DIRECTIONS =
All of the entries below are to be copied word for word.

Segment Open

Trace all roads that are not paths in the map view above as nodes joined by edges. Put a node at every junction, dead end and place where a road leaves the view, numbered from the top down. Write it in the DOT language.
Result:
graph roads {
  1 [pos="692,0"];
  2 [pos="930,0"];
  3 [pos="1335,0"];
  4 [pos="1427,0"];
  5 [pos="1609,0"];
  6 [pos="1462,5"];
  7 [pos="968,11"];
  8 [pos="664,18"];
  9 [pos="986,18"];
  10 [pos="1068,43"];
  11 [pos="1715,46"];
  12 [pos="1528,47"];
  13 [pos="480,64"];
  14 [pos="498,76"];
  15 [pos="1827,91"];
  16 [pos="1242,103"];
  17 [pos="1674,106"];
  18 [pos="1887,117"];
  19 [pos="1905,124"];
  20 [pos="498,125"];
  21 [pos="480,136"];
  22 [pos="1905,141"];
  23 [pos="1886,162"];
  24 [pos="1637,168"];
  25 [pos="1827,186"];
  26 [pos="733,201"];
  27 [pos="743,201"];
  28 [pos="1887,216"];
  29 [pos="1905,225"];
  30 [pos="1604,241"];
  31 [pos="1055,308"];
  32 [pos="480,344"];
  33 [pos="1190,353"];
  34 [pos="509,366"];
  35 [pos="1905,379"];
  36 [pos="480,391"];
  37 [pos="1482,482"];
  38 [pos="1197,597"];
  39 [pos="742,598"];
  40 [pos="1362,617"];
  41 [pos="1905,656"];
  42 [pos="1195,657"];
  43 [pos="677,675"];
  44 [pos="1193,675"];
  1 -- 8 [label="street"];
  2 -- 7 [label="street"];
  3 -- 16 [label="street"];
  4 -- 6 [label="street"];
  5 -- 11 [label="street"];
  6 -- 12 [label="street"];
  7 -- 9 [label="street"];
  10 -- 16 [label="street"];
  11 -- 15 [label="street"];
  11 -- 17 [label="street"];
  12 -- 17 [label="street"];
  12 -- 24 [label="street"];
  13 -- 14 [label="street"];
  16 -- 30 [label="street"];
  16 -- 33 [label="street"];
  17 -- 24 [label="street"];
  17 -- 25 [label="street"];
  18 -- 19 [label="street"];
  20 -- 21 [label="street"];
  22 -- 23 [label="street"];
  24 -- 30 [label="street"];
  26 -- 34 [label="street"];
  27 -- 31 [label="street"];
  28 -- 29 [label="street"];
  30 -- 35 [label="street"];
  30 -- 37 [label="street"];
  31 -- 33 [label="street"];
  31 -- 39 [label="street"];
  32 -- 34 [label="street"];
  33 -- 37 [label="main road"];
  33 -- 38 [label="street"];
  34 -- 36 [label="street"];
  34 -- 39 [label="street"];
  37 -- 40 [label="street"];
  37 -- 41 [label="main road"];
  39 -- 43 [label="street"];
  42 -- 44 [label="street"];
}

Segment Closed

RESPONSE BOX =
Trace all roads that are not paths in the map view above as nodes joined by edges. Put a node at every junction, dead end and place where a road leaves the view, numbered from the top down. Write it in the DOT language.
Result:
graph roads {
  1 [pos="692,0"];
  2 [pos="930,0"];
  3 [pos="1335,0"];
  4 [pos="1427,0"];
  5 [pos="1609,0"];
  6 [pos="1462,5"];
  7 [pos="968,11"];
  8 [pos="664,18"];
  9 [pos="986,18"];
  10 [pos="1068,43"];
  11 [pos="1715,46"];
  12 [pos="1528,47"];
  13 [pos="480,64"];
  14 [pos="498,76"];
  15 [pos="1827,91"];
  16 [pos="1242,103"];
  17 [pos="1674,106"];
  18 [pos="1887,117"];
  19 [pos="1905,124"];
  20 [pos="498,125"];
  21 [pos="480,136"];
  22 [pos="1905,141"];
  23 [pos="1886,162"];
  24 [pos="1637,168"];
  25 [pos="1827,186"];
  26 [pos="733,201"];
  27 [pos="743,201"];
  28 [pos="1887,216"];
  29 [pos="1905,225"];
  30 [pos="1604,241"];
  31 [pos="1055,308"];
  32 [pos="480,344"];
  33 [pos="1190,353"];
  34 [pos="509,366"];
  35 [pos="1905,379"];
  36 [pos="480,391"];
  37 [pos="1482,482"];
  38 [pos="1197,597"];
  39 [pos="742,598"];
  40 [pos="1362,617"];
  41 [pos="1905,656"];
  42 [pos="1195,657"];
  43 [pos="677,675"];
  44 [pos="1193,675"];
  1 -- 8 [label="street"];
  2 -- 7 [label="street"];
  3 -- 16 [label="street"];
  4 -- 6 [label="street"];
  5 -- 11 [label="street"];
  6 -- 12 [label="street"];
  7 -- 9 [label="street"];
  10 -- 16 [label="street"];
  11 -- 15 [label="street"];
  11 -- 17 [label="street"];
  12 -- 17 [label="street"];
  12 -- 24 [label="street"];
  13 -- 14 [label="street"];
  16 -- 30 [label="street"];
  16 -- 33 [label="street"];
  17 -- 24 [label="street"];
  17 -- 25 [label="street"];
  18 -- 19 [label="street"];
  20 -- 21 [label="street"];
  22 -- 23 [label="street"];
  24 -- 30 [label="street"];
  26 -- 34 [label="street"];
  27 -- 31 [label="street"];
  28 -- 29 [label="street"];
  30 -- 35 [label="street"];
  30 -- 37 [label="street"];
  31 -- 33 [label="street"];
  31 -- 39 [label="street"];
  32 -- 34 [label="street"];
  33 -- 37 [label="main road"];
  33 -- 38 [label="street"];
  34 -- 36 [label="street"];
  34 -- 39 [label="street"];
  37 -- 40 [label="street"];
  37 -- 41 [label="main road"];
  39 -- 43 [label="street"];
  42 -- 44 [label="street"];
}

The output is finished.